**Problem to work on:** Could you report every line of the listing below that holds the word "Canada"?

**Supplied data:**
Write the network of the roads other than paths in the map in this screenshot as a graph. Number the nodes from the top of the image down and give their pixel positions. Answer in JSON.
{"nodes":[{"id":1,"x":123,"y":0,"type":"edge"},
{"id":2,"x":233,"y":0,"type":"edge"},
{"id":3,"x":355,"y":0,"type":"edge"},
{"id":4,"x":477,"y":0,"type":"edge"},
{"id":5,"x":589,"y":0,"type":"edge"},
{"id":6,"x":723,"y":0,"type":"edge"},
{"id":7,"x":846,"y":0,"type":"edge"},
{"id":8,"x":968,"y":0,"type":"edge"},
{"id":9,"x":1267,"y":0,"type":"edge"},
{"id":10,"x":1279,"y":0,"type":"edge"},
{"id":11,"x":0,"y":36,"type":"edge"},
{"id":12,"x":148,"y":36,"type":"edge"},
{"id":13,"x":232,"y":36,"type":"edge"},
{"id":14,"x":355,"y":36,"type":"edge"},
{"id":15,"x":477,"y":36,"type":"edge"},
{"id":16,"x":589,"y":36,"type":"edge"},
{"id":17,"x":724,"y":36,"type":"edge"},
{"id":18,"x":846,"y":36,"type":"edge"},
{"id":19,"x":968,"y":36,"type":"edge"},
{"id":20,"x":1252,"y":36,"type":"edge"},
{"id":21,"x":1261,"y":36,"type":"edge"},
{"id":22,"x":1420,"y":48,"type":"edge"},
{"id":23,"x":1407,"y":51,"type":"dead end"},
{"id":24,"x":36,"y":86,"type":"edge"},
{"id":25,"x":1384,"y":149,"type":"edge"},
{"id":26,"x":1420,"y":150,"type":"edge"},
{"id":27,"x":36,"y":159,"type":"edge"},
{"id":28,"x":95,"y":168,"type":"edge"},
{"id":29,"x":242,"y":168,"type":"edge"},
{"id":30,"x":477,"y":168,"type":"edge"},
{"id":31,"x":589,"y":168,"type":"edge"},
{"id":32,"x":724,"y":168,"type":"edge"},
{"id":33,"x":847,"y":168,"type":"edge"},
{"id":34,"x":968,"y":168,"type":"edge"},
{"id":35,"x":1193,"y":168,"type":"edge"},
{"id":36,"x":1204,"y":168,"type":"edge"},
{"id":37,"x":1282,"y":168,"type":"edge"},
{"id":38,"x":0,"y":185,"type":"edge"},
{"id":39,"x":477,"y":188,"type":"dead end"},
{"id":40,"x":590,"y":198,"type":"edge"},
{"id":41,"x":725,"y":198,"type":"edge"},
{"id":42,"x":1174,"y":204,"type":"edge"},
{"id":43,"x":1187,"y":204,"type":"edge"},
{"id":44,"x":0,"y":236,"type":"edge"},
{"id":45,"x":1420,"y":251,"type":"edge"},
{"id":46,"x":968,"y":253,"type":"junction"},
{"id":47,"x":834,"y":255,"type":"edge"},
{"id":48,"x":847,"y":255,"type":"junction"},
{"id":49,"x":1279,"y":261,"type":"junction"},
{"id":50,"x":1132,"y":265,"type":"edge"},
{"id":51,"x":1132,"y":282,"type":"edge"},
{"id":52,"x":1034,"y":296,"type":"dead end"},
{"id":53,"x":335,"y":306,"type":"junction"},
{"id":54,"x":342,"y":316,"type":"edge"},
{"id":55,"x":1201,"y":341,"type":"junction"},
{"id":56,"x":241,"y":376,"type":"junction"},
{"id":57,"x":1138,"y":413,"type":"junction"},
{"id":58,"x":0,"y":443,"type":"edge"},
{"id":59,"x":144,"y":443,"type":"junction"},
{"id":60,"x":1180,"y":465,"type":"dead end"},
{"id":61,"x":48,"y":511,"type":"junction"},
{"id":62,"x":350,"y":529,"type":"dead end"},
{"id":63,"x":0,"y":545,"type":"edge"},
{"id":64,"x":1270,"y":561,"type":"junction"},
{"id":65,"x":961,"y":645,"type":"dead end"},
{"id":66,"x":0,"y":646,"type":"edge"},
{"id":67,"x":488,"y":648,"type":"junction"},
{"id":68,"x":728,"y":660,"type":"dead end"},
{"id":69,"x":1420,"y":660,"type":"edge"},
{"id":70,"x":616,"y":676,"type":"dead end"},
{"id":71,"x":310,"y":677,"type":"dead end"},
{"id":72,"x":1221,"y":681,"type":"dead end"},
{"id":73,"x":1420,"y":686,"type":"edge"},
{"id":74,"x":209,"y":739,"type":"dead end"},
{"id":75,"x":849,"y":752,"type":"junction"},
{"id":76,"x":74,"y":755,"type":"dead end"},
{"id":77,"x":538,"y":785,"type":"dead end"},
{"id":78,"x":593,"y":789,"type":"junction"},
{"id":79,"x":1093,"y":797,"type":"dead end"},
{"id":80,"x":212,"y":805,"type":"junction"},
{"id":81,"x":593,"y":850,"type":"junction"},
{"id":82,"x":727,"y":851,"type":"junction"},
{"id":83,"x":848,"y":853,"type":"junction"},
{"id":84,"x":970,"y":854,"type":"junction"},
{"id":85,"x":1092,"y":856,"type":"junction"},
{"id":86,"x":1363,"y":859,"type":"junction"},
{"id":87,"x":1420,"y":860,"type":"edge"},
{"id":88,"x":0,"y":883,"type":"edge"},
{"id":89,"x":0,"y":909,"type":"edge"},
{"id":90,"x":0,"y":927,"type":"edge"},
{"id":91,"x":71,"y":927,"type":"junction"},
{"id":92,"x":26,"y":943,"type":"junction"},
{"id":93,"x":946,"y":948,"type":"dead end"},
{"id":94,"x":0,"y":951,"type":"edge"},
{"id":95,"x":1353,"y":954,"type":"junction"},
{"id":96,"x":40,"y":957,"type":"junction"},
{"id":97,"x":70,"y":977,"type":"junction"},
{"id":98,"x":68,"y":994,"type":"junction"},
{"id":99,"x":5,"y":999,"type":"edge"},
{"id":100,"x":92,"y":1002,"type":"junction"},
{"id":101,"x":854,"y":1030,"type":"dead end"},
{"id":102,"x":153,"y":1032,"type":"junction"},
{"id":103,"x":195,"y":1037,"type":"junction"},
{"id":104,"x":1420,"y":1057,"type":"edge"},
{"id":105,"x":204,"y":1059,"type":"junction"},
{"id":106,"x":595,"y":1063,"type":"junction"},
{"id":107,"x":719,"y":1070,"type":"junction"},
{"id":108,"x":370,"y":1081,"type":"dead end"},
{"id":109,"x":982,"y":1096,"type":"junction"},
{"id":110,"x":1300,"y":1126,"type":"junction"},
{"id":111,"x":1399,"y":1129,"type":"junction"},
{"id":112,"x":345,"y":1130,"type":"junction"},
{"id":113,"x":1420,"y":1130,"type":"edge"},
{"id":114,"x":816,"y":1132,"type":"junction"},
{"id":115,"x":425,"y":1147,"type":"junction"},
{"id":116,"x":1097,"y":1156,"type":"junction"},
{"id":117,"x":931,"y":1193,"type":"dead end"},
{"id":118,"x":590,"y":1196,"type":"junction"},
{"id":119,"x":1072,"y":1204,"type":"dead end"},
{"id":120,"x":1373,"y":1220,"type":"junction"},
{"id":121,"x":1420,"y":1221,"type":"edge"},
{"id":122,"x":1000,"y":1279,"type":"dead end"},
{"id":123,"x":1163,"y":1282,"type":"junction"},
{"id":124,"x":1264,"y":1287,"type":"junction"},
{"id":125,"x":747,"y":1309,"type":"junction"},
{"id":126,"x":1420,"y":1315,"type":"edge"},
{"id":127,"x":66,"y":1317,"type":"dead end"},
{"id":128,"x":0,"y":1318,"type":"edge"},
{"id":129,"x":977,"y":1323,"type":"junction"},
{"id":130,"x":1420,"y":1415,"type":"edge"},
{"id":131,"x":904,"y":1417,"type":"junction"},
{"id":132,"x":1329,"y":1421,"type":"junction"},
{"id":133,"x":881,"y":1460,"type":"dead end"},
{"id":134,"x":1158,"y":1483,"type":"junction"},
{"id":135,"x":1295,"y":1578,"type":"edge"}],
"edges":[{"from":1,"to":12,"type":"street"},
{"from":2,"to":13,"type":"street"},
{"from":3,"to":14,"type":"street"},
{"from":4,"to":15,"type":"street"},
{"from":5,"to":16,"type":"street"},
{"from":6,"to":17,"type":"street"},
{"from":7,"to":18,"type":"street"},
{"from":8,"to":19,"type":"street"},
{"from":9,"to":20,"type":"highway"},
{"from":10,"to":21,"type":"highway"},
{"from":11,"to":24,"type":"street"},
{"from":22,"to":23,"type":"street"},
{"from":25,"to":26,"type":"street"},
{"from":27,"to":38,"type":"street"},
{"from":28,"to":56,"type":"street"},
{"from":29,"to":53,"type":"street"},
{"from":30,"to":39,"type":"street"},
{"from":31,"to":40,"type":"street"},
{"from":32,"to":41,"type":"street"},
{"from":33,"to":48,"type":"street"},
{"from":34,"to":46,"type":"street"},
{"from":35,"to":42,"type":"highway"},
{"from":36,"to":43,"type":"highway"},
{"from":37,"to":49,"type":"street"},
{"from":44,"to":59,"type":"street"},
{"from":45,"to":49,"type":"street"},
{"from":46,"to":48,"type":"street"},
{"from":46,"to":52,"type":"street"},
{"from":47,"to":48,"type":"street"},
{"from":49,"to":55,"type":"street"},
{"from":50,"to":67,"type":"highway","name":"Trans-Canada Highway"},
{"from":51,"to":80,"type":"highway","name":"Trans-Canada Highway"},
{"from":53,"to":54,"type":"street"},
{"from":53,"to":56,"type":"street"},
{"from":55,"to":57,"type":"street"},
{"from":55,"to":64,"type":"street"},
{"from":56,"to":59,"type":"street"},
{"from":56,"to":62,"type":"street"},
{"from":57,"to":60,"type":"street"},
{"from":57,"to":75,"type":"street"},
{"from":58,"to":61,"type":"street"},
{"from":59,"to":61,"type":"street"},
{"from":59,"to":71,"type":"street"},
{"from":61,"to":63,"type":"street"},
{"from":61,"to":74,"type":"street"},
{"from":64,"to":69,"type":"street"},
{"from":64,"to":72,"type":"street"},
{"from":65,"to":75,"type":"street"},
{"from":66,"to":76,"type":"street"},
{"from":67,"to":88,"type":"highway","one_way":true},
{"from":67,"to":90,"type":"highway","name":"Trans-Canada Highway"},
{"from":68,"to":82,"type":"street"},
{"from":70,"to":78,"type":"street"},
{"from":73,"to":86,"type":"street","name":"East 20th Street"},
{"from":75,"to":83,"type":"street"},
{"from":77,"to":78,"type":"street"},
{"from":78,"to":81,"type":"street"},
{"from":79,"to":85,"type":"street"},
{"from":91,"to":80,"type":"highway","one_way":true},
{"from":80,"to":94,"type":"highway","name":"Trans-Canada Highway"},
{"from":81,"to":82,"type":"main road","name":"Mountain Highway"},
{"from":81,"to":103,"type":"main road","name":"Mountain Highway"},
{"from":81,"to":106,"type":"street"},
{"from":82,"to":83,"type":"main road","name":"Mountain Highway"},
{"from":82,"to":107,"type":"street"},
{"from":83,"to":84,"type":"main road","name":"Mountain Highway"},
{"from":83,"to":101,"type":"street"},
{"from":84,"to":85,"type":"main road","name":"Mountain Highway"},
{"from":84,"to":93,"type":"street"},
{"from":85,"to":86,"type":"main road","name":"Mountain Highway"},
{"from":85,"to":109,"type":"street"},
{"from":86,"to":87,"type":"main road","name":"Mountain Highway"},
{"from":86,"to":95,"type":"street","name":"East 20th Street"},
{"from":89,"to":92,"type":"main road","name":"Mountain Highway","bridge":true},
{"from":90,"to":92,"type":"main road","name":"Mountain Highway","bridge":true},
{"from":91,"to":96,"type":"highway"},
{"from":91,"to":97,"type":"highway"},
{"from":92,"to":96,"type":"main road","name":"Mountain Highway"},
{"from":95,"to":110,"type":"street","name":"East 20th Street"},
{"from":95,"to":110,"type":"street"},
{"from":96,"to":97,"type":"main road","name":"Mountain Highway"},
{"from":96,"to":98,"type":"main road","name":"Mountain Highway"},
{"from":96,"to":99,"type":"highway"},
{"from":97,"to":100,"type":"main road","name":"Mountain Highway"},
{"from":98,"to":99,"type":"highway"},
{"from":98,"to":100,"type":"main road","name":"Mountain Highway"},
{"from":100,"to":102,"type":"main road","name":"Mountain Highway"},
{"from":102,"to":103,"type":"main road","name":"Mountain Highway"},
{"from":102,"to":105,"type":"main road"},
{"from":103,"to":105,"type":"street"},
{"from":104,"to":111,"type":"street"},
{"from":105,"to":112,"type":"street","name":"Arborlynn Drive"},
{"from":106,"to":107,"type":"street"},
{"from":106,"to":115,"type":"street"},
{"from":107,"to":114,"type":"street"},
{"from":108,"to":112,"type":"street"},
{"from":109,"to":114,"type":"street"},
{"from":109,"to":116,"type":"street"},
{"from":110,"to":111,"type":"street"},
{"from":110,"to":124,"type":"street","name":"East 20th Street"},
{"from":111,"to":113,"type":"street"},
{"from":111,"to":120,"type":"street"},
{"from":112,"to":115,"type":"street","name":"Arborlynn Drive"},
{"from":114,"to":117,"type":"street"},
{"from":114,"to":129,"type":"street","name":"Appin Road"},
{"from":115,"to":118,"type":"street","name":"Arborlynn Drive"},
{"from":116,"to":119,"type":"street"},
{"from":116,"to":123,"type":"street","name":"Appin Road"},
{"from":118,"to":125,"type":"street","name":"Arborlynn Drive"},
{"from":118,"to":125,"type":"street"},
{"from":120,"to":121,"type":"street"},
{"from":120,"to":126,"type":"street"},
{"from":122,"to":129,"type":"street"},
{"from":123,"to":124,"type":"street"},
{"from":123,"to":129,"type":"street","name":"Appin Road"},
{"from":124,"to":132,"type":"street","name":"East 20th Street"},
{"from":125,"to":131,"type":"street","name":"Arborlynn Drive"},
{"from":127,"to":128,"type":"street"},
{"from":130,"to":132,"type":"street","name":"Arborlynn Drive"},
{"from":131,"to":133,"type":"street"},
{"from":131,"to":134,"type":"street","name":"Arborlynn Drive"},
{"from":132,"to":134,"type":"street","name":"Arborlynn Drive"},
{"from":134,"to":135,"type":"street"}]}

**Output:**
{"from":50,"to":67,"type":"highway","name":"Trans-Canada Highway"},
{"from":51,"to":80,"type":"highway","name":"Trans-Canada Highway"},
{"from":67,"to":90,"type":"highway","name":"Trans-Canada Highway"},
{"from":80,"to":94,"type":"highway","name":"Trans-Canada Highway"},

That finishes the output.